Umbruch bei 96: "Da brauchst du Spieler, die das auch annehmen"
Trotz des 3:0-Erfolges über den SC Freiburg ist seit dem vergangenen Samstag klar: Hannover 96 muss den Gang in die 2. Bundesliga antreten. Es ist der zweite Abstieg innerhalb von vier Jahren, der direkte Wiederaufstieg erscheint indes unwahrscheinlicher als noch im Sommer 2016. Vielmehr steht bei den Niedersachsen ein Komplett-Umbruch an. Auch die Trainerfrage ist noch ungeklärt.
Kind: "Offen für einen Neuanfang"
Gegen den SC Freiburg brachte Hannover 96 wohl die beste Leistung der Saison auf den Platz. Am Ende stand ein verdientes 3:0. Da auch der VfB Stuttgart gegen Wolfsburg siegte, stand jedoch noch etwas: Der Abstieg. Nach nur drei Jahren muss Hannover damit erneut runter. Die Aufgabe dürfte nicht leichter werden als nach dem letzten Abstieg, unzählige Fragen sind derzeit noch unbeantwortet. Einerseits sind die Niedersachsen zum Sparen verdammt, müssen für die Zweitliga-Lizenz bis Ende Mai eine Summe von rund 20 Millionen Euro aufweisen. Andererseits soll am Ende der kommenden Spielzeit die Rückkehr in das Oberhaus stehen. Die Konsequenz? Ein personeller Komplett-Umbruch.
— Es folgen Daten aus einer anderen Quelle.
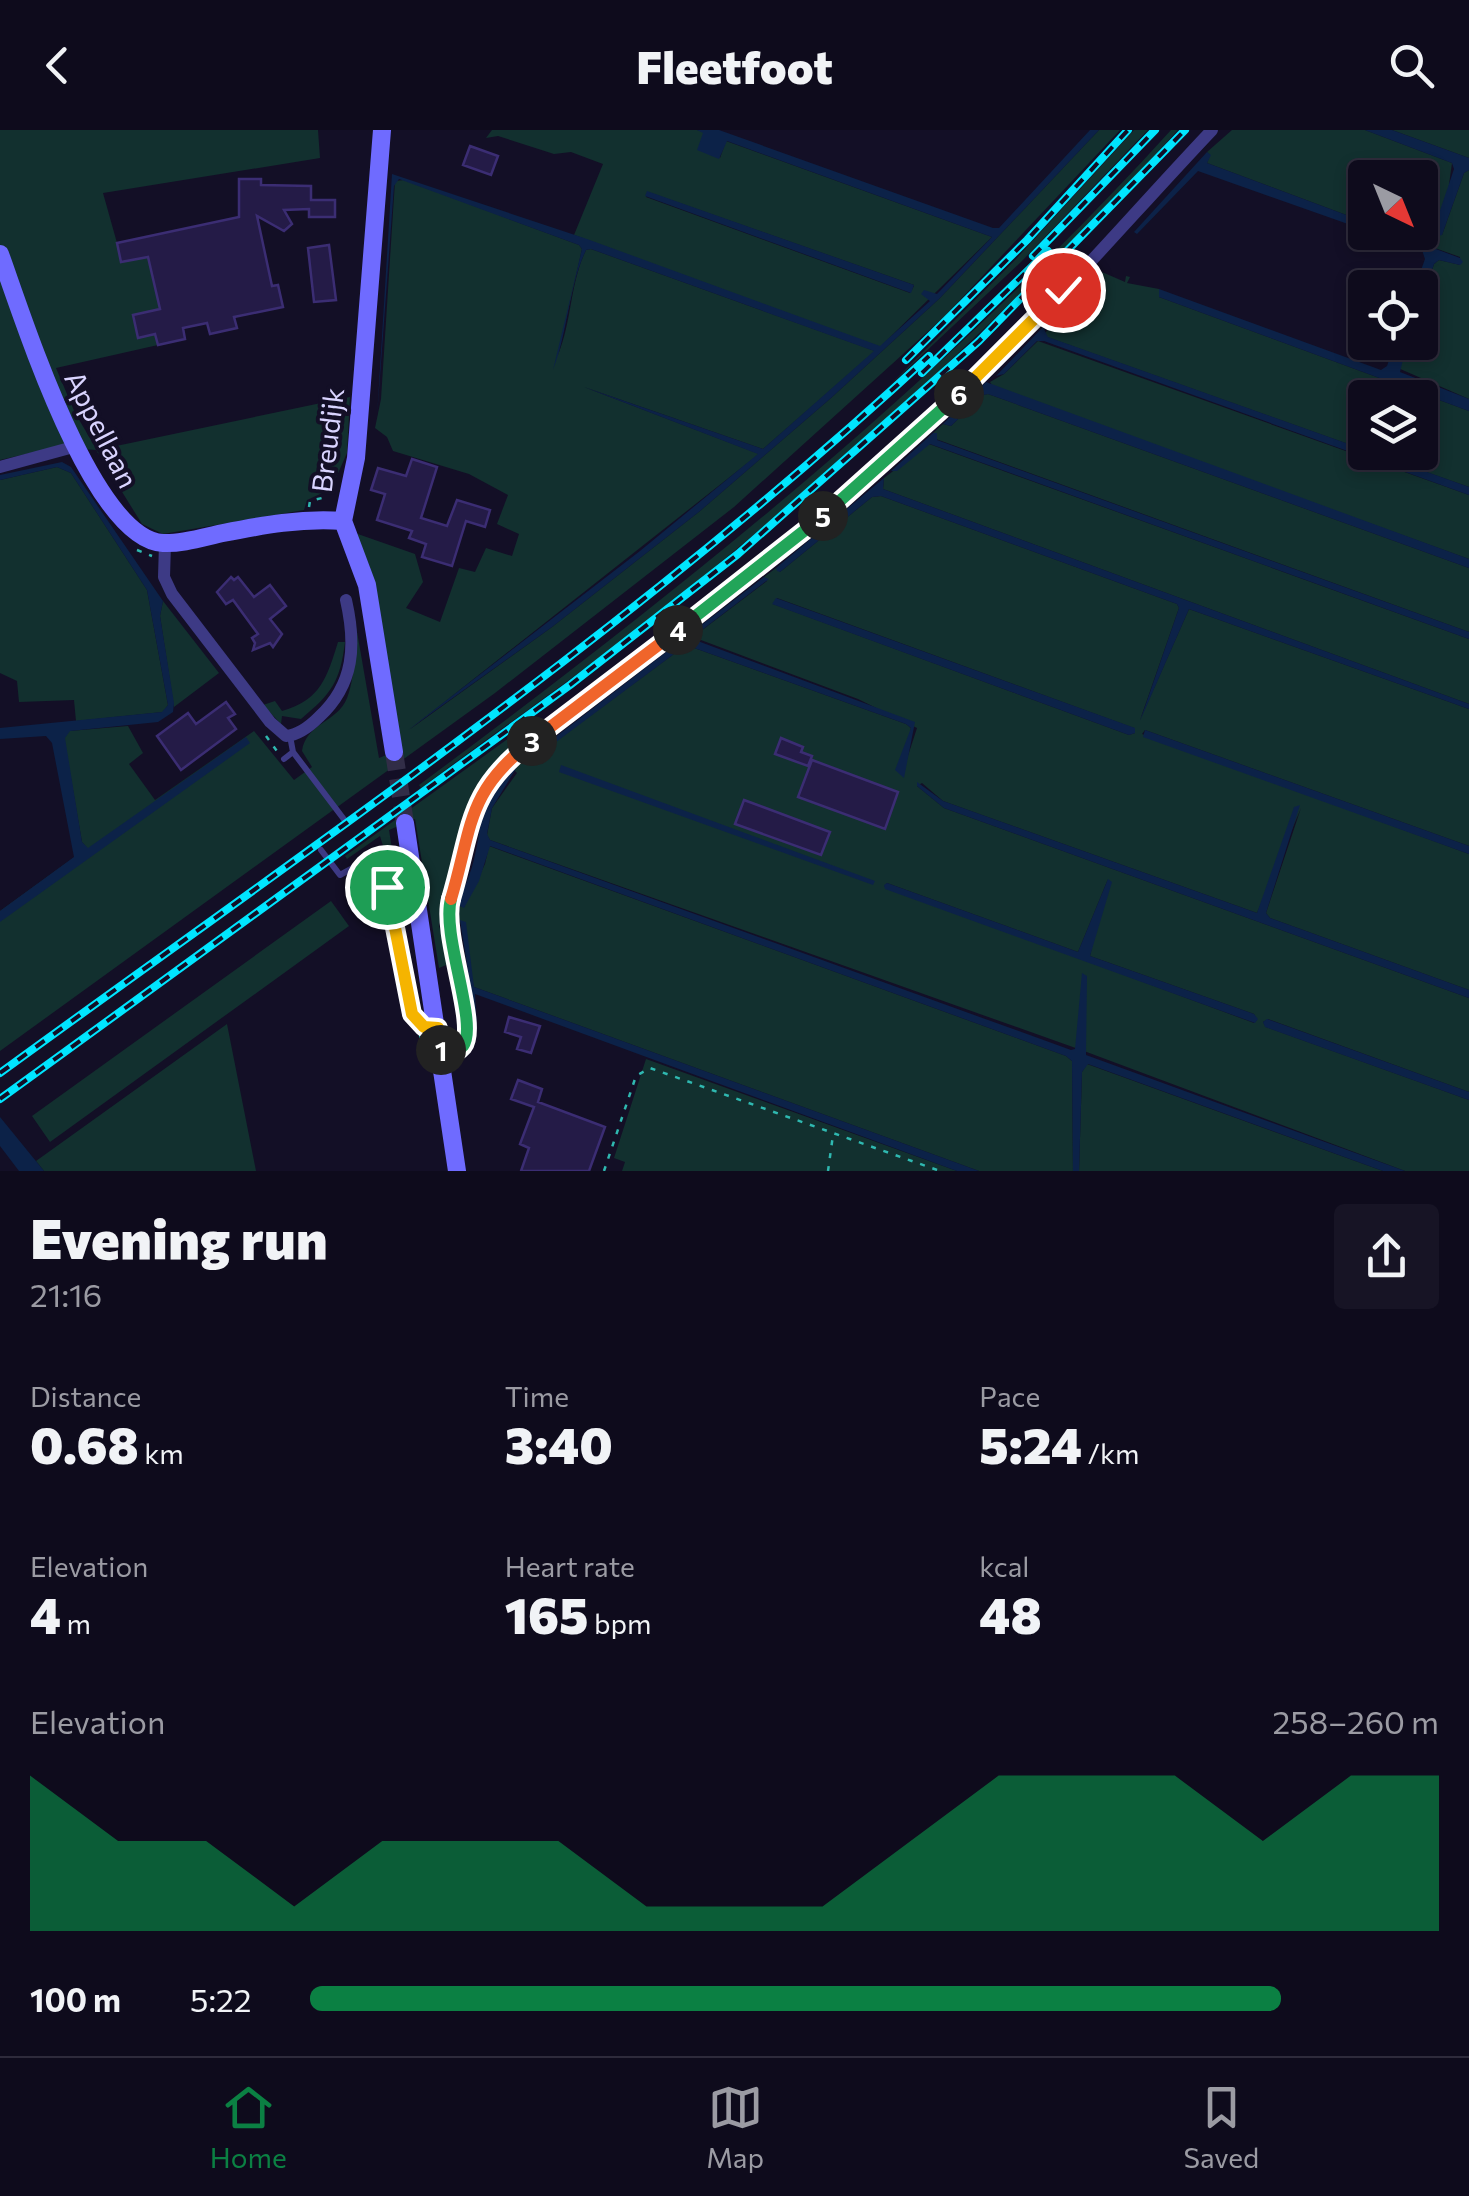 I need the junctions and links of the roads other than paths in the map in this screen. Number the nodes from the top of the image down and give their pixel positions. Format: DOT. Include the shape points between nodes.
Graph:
graph roads {
  1 [pos="382,130"];
  2 [pos="1212,130"];
  3 [pos="0,254"];
  4 [pos="77,446"];
  5 [pos="0,467"];
  6 [pos="344,521"];
  7 [pos="164,544"];
  8 [pos="346,600"];
  9 [pos="290,736"];
  10 [pos="293,752"];
  11 [pos="394,752"];
  12 [pos="284,759"];
  13 [pos="346,822"];
  14 [pos="405,823"];
  15 [pos="321,850"];
  16 [pos="438,1028"];
  17 [pos="442,1059"];
  18 [pos="457,1171"];
  1 -- 6 [label="street, Breudijk" via="356,458"];
  2 -- 17 [label="street" via="995,362 898,450 490,779 476,801 447,912 466,1038"];
  3 -- 4 [label="street, Appellaan"];
  4 -- 5 [label="street"];
  4 -- 7 [label="street, Appellaan" via="118,518 133,533"];
  6 -- 7 [label="street" via="288,520"];
  6 -- 11 [label="street, Breudijk" via="366,585"];
  7 -- 9 [label="street" via="164,576 172,594 270,722"];
  8 -- 9 [label="street" via="353,646 347,679 318,719"];
  9 -- 10 [label="lane"];
  10 -- 12 [label="lane"];
  10 -- 13 [label="lane"];
  14 -- 16 [label="street"];
  15 -- 16 [label="lane" via="340,875 362,863 381,878 395,916 412,1014 424,1027"];
  16 -- 17 [label="street"];
  17 -- 18 [label="street"];
}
Konkret ist beim Absteiger bisher allerdings wenig, wie Vorstandsvorsitzender Martin Kind am Sky-Mikrofon zugab: "Wir sind offen für einen Neuanfang, wie der sich darstellen wird, kann ich allerdings nicht beantworten." Laut "Bild"-Bericht soll mithilfe von Spielertransfers zunächst die klaffende Finanzlücke geschlossen werden. Hier bieten sich Verkäufe der abwanderungswilligen Waldemar Anton (22) und Wallace (24) an. Für ersteren wird demnach eine Summe von bis zu 12 Millionen Euro aufgerufen. Der Brasilianer hingegen besitzt eine Ausstiegsklausel in Höhe von 33 Millionen Euro, wird letztlich aber kaum mehr als 10 Millionen einbringen. Auch im Falle des Offensivmannes Genki Haraguchi dürfte der Preis nicht ansatzweise bei den in seiner Ausstiegsklausel fixierten 8 Millionen Euro liegen. Fest planen können die Verantwortlichen bisher lediglich mit den 6,5 Millionen Euro, die der Transfer von Angreifer Niklas Füllkrug zu Werder Bremen in die Kassen spülte.
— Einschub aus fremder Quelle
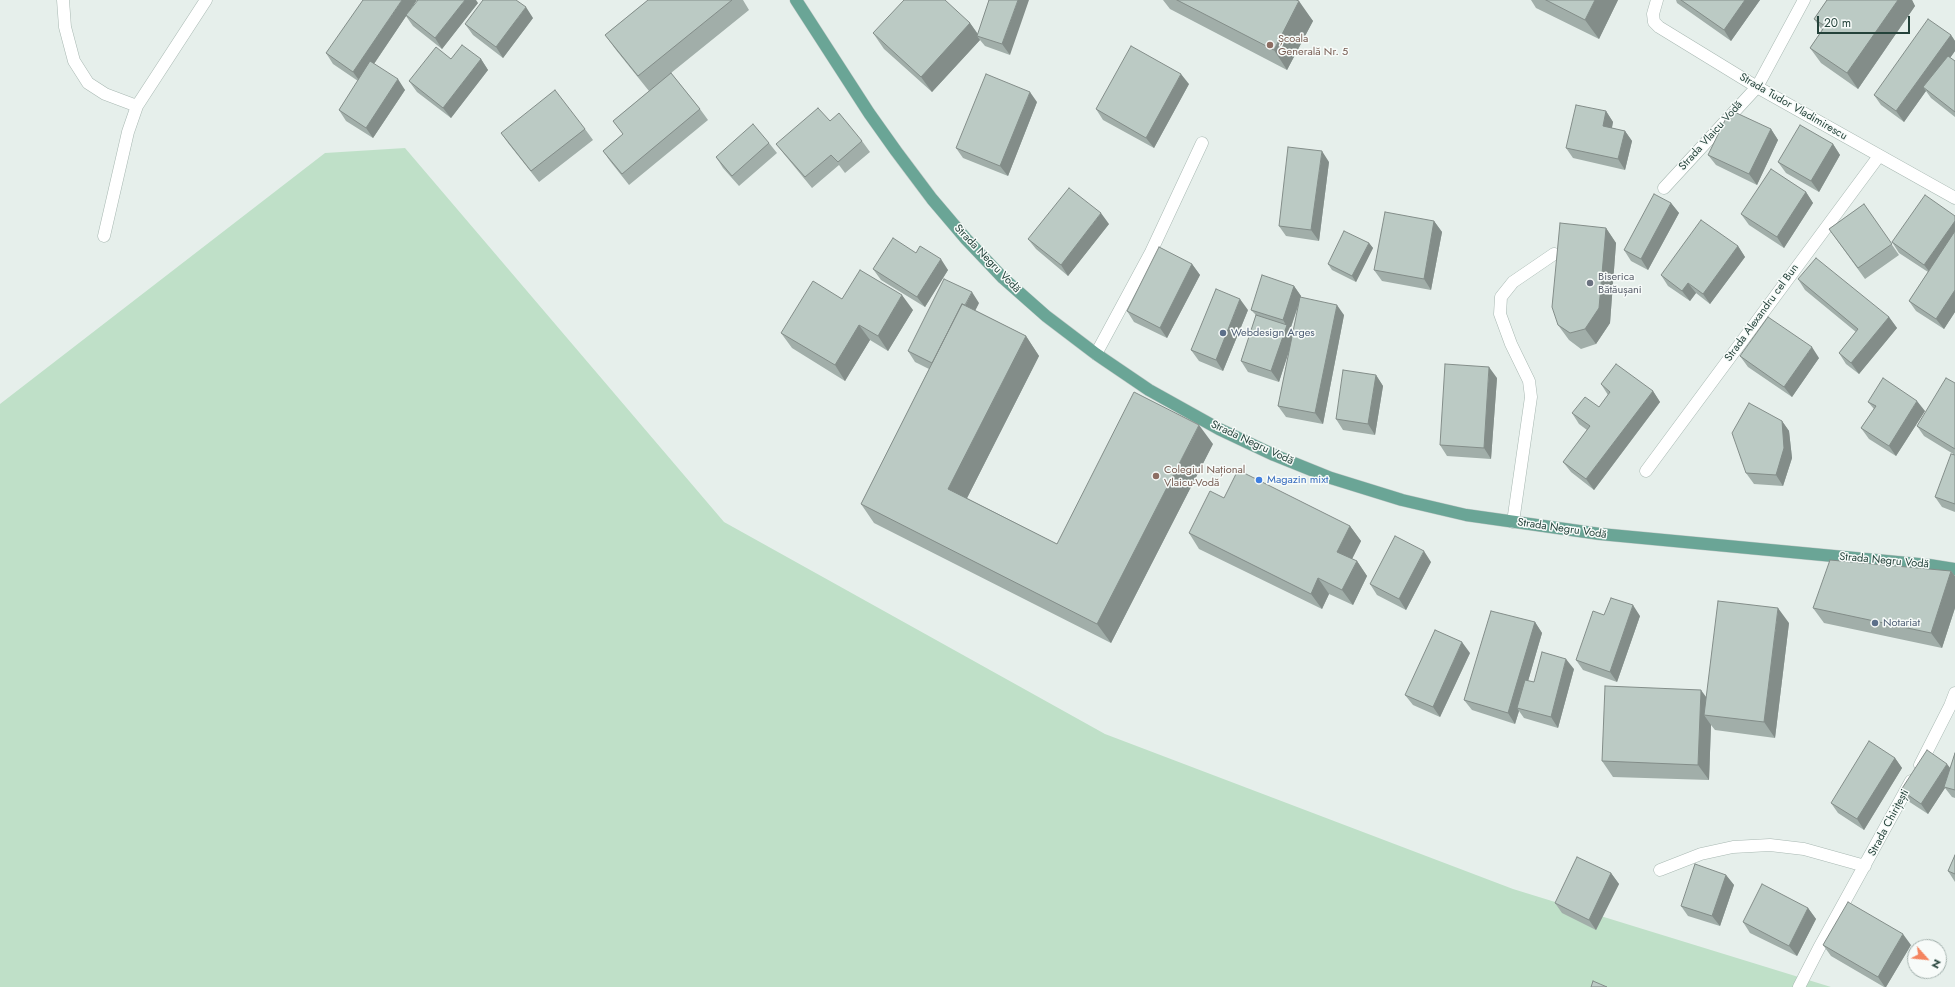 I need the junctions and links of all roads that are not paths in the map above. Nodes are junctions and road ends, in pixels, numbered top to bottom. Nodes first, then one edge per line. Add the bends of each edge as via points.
1 (63, 0) edge
2 (206, 0) edge
3 (796, 0) edge
4 (1657, 0) edge
5 (1804, 0) edge
6 (1757, 87) junction
7 (137, 106) junction
8 (1202, 143) dead end
9 (1879, 156) junction
10 (1664, 188) dead end
11 (1955, 198) edge
12 (104, 236) dead end
13 (1554, 254) dead end
14 (1096, 354) junction
15 (1646, 471) dead end
16 (1513, 522) junction
17 (1955, 569) edge
18 (1955, 694) edge
19 (1953, 707) edge
20 (1865, 866) junction
21 (1660, 870) dead end
22 (1799, 987) edge

1 - 7 street via 64,27 74,61 88,83 105,94
2 - 7 street
3 - 14 main road, Strada Negru Vodă via 873,120 932,199 1003,278 1046,316
4 - 6 street, Strada Tudor Vladimirescu via 1653,14 1654,22 1659,27
5 - 6 street, Strada Vlaicu Vodă
6 - 9 street, Strada Tudor Vladimirescu
6 - 10 street, Strada Vlaicu Vodă
7 - 12 street via 128,132
8 - 14 street via 1151,252
9 - 11 street, Strada Tudor Vladimirescu
9 - 15 street, Strada Alexandru cel Bun
13 - 16 street via 1513,282 1501,297 1500,314 1529,380 1531,397
14 - 16 main road, Strada Negru Vodă via 1149,390 1219,429 1331,478 1402,500 1466,515
16 - 17 main road, Strada Negru Vodă via 1600,534
18 - 19 street, Strada Chirițești
19 - 20 street, Strada Chirițești
20 - 21 street, Strada Chirițești via 1804,849 1770,845 1733,847 1701,854
20 - 22 street, Strada Chirițești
Dolls Zukunft: Gespräche nach Saisonende
Iver Fossum, Julian Korb, Josip Elez und Miiko Albornoz sollen trotz laufender Verträge gehen. Ebenso können Ihlas Bebou und Matthias Ostrzolek den Verein bei entsprechenden Angeboten verlassen. Insbesondere Bebou steht im Fokus mehrerer Vereine, könnte einen zweistelligen Millionenbetrag einbringen. Klar ist, dass die Gruppe der Leihspieler um Frankfurts Nikolai Müller und Stoke Citys Kevin Wimmer nicht bleiben wird. Überhaupt stehen bis auf Kapitän Marvin Bakalorz und Urgestein Edgar Prib kaum Akteure im Kader, die unbedingt gehalten werden sollen - und selbst bei den beiden letztgenannten laufen die Verträge aus.
"Die zweite Liga", erklärte Trainer Thomas Doll, "ist eine harte Kiste. Da brauchst du Spieler, die das auch annehmen." Fraglich dabei allerdings, ob sich der Übungsleiter selbst dieser Aufgabe überhaupt annehmen darf. Klubchef Kind: "Wir haben besprochen, dass wir uns nach dem letzten Spiel zusammensetzen und kritisch und selbstkritisch die Gesamtsaison und die Phase seiner Verantwortung analysieren. Dann werden wir zu einer Entscheidung kommen."